La PDG Sonia Ben Behe et le directeur général, ont été applaudis "ironiquement" par les salariés présents à l’entrée du siège lorsqu’ils ont été relâchés, au milieu de quelques huées.
Venus participer au comité d’entreprise lundi, les dirigeants avaient été priés de passer la nuit au siège de l’entreprise de meubles et décoration.

"On est prêt à continuer"

"Pour l’instant, on ne peut pas être satisfait, car il n’y a pas d’avancée notoire sur les conditions de licenciement", a indiqué le secrétaire du CE, Yann Boisvent (CGT). "La seule avancée, c’est l’assurance de rencontrer Claude Ben Behe (le président du conseil d’administration de Forfinance, actionnaire de référence de Pier Import, ndlr) mercredi après-midi.
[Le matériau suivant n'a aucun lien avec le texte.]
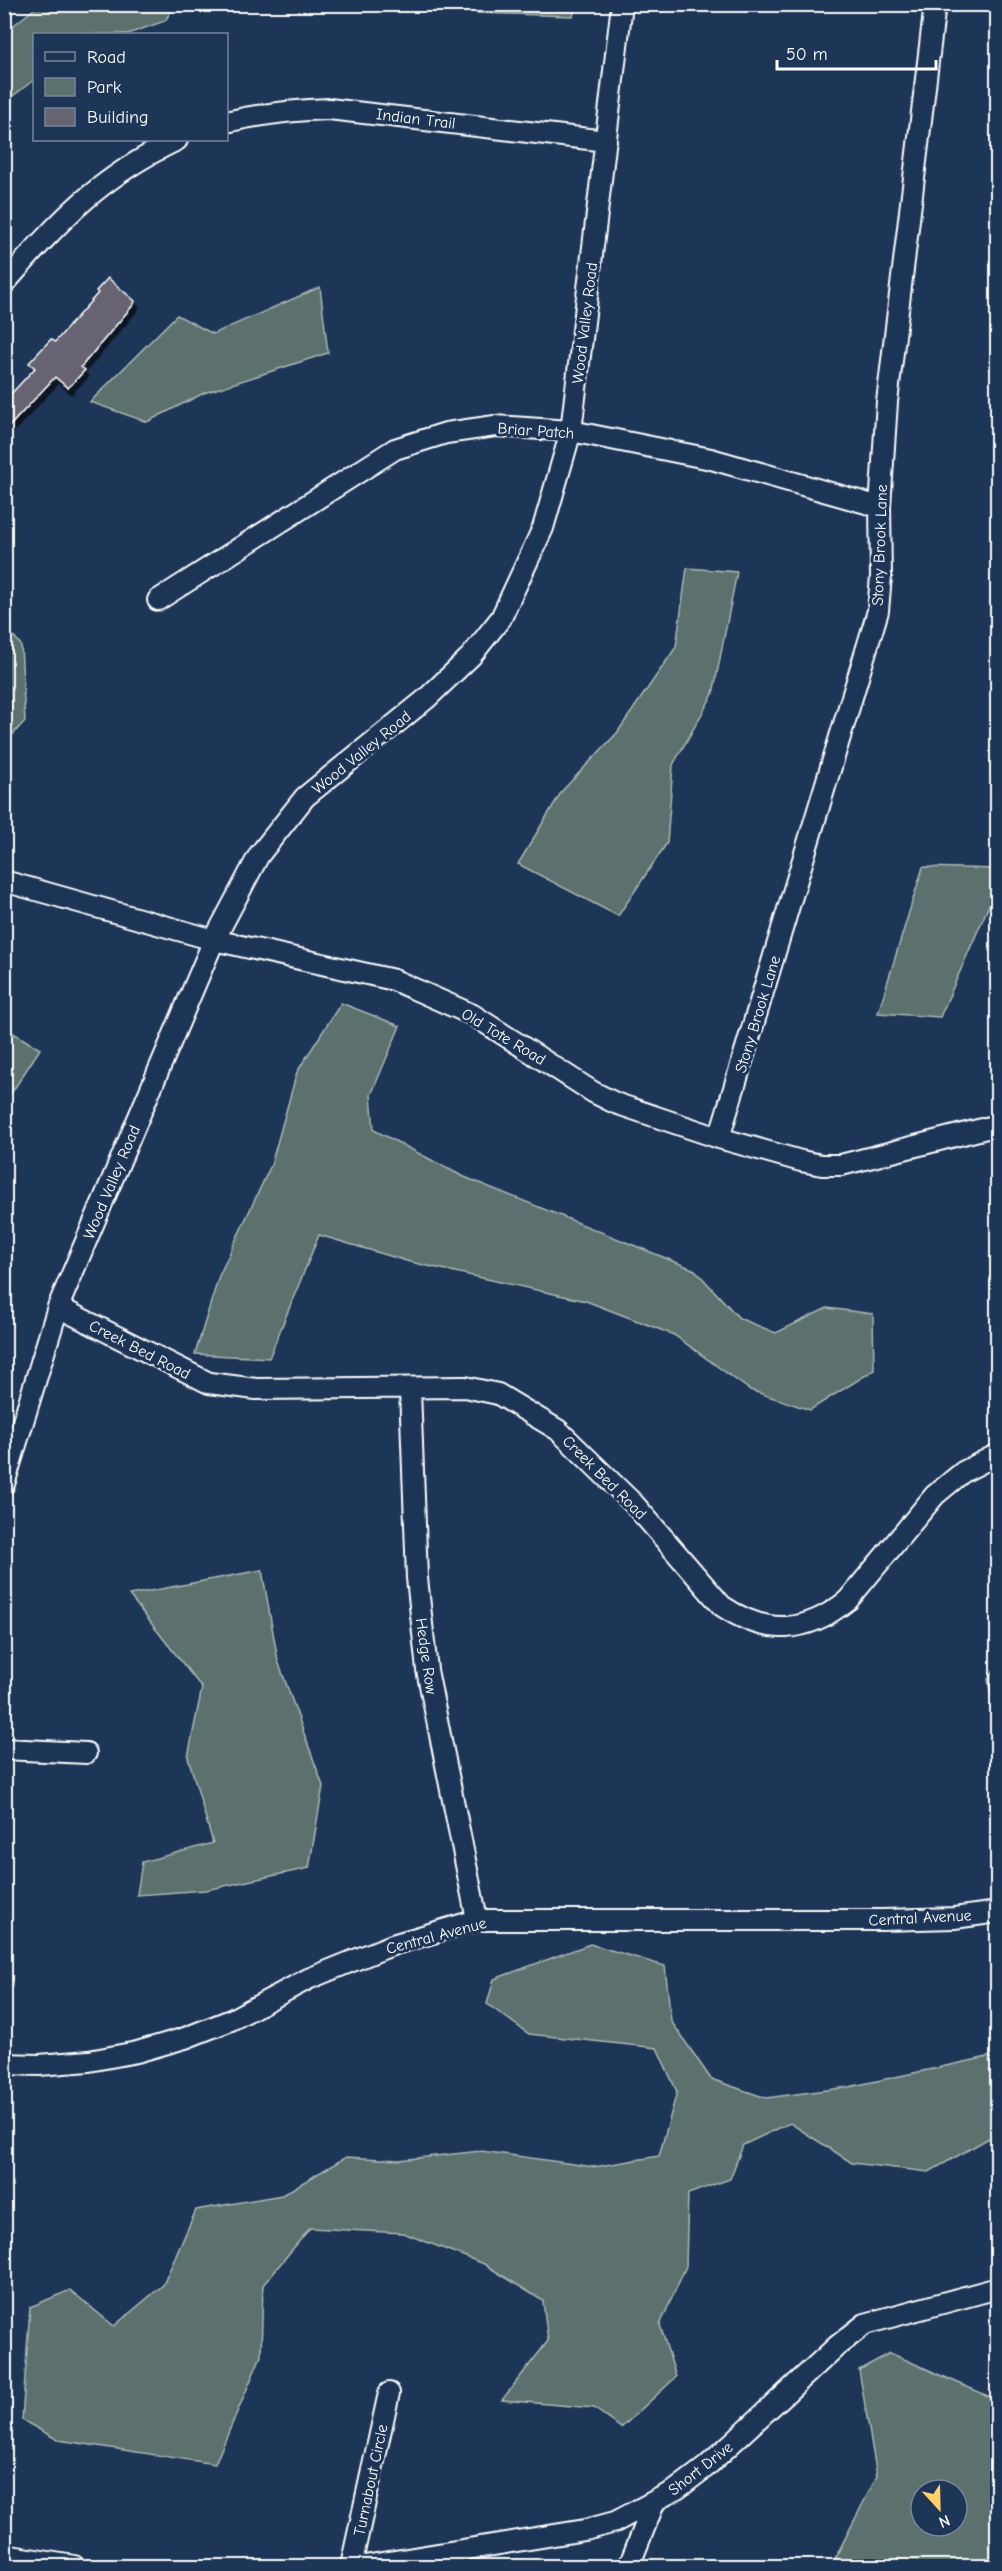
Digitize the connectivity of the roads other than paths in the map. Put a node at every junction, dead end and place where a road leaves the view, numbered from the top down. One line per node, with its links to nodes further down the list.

On espère que Forfinance mettra de l’argent pour des conditions de licenciement décentes" a-t-il ajouté.
Yann Boisvent a également expliqué que "la nuit s’est bien passée. Sonia Ben Behe a compris notre action," "mais certainement pas ce qui s’est passé cette nuit".
Selon un salarié de Melun, qui a participé à la retenue des dirigeants, "cela a été une nuit dure moralement et physiquement. On n’a pas dormi, mais on été solidaires, on s’est serré les coudes. On est prêt à continuer pour obtenir ce que l’on veut" a-t-il averti.

Estrosi est contre les actes de violence

En attendant le rendez-vous avec l’actionnaire, le mouvement de protestation va se poursuivre, avec des grèves et des fermetures de magasin, a précisé Yann Boisvent. "Les salariés restent très motivés, les actions vont se poursuivre".
De son côté, le ministre de l’Industrie Christian Estrosi a souligné sur LCI qu’il était "contre les actes de violences". "Je le dis toujours aux salariés, il ne peut y avoir de vraies négociations quand il y a de la violence", a-t-il averti.
Toutefois, "le rôle du gouvernement est veiller à ce que personne ne reste sur le bord du chemin" et que "le programme de sauvegarde de l’emploi au cas par cas apporte une solution d’avenir pour chaque salarié", a assuré le ministre.

140 licenciements

Suite au placement en liquidation de l’entreprise en septembre 2009, le tribunal de commerce de Bobigny (Seine-Saint-Denis) a demandé la cession de 20 magasins, et la fermeture des 25 autres, ce qui entraîne 140 licenciements. S’y ajoute la disparition de dix postes au siège.
Le blocage concerne les indemnités de licenciements, calculées sur la base de deux-dixièmes de mois par année d’ancienneté. L’objectif des salariés est d’obtenir cinq-dixièmes, précise le représentant syndical.